> _Exercise aim_
Using the data below, gather each line that includes the word "setLineDash".

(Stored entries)
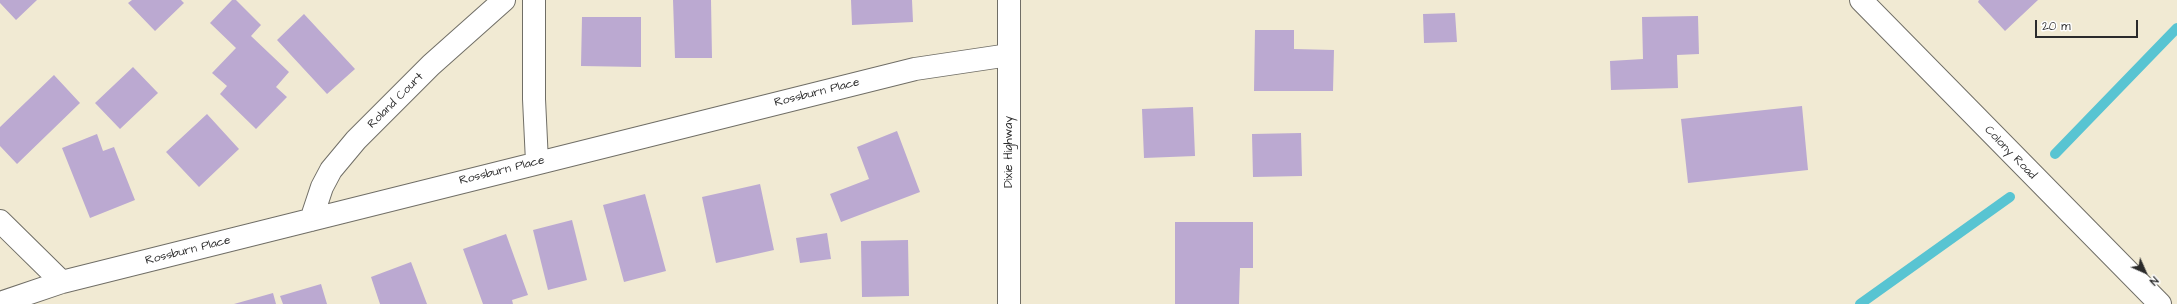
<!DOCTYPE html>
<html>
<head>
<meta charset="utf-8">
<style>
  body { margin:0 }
  #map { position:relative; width:2177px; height:304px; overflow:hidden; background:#f1ead3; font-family:"Architects Daughter",sans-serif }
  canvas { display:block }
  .north { position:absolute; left:2125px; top:252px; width:40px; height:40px; -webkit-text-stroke:3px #fff; paint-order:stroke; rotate:135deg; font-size:11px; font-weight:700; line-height:16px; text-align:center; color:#2b2b2b }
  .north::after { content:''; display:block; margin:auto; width:14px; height:18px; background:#2b2b2b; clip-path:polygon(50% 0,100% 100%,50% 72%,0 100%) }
  .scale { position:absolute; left:2035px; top:20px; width:103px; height:18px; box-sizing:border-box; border:2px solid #2b2b2b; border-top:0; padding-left:5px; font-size:12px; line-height:14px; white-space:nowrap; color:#2b2b2b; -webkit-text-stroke:3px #fff; paint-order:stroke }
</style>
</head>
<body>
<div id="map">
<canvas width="2177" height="304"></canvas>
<div class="north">N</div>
<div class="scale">20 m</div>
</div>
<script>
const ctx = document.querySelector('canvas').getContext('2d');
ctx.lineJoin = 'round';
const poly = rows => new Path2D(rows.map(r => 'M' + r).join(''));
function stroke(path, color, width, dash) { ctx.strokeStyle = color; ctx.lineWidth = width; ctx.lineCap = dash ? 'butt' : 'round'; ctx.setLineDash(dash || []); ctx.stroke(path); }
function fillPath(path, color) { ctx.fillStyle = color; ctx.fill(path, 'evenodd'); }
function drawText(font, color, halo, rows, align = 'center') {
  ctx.font = font + ' "Architects Daughter",sans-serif'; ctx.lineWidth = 3; ctx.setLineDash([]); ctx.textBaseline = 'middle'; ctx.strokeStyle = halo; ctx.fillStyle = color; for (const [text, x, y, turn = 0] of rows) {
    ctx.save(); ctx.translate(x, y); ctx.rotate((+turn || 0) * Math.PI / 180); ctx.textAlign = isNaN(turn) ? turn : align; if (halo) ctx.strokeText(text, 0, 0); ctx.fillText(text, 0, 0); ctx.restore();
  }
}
stroke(poly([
  [2055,154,2177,28],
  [1860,304,2010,197]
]), '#58c4d2', 10);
fillPath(poly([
  [0,0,37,0,16,20,0,3],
  [132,0,181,0,184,3,155,31,128,3],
  [232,0,236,0,261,25,251,36,289,72,276,87,287,97,256,129,220,94,227,86,212,73,236,48,210,23],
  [673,0,711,0,712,58,675,58],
  [851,0,912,0,913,22,852,25],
  [1979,0,2038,0,2005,31,1978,2],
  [1455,13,1457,42,1424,43,1423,14],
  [304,14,355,69,327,94,277,40],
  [1698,16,1699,54,1677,55,1678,88,1611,90,1610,61,1643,59,1642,17],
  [582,17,641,17,641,67,581,66],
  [1255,30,1294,30,1294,49,1334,50,1333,91,1254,91],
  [133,67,158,93,120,129,95,103],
  [54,75,80,103,17,164,0,146,0,127],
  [1802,106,1808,170,1688,183,1681,119],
  [1193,107,1195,156,1144,158,1142,109],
  [207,114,239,149,199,187,166,152],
  [897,131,920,192,841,222,830,194,869,179,857,147],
  [1301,133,1302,176,1253,177,1252,134],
  [97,134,103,151,114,147,135,200,90,218,62,148],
  [760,184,774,250,716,263,702,197],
  [645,194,666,271,624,282,603,205],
  [572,220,587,280,548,290,533,230],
  [1175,222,1253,222,1253,268,1240,268,1239,304,1175,304],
  [827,233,831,259,800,263,796,238],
  [506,234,528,295,512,300,513,304,483,304,463,249],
  [908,240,909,296,862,297,861,241],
  [411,262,427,304,380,304,371,277],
  [321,284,327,304,283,304,280,296],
  [273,293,276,304,234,304]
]), '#bba9d1');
const minor = poly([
  [534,0,534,99,537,162],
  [1861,0,2160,304],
  [311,220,322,187,331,170,356,140,431,65,504,0],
  [0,221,62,282],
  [0,303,62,282,915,69,1009,55]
]);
const major = poly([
  [1009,304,1009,0]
]);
stroke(minor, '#706e66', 24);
stroke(major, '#706e66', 24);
stroke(minor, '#fff', 22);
stroke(major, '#fff', 22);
drawText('12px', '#2b2b2b', '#fff', [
  ["Rossburn Place",817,93,-14],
  ["Roland Court",396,101,-45],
  ["Dixie Highway",1009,152,-90],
  ["Colony Road",2010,153,46],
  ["Rossburn Place",502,171,-14],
  ["Rossburn Place",188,251,-14]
]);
</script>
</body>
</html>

> _Task result_
function stroke(path, color, width, dash) { ctx.strokeStyle = color; ctx.lineWidth = width; ctx.lineCap = dash ? 'butt' : 'round'; ctx.setLineDash(dash || []); ctx.stroke(path); }
  ctx.font = font + ' "Architects Daughter",sans-serif'; ctx.lineWidth = 3; ctx.setLineDash([]); ctx.textBaseline = 'middle'; ctx.strokeStyle = halo; ctx.fillStyle = color; for (const [text, x, y, turn = 0] of rows) {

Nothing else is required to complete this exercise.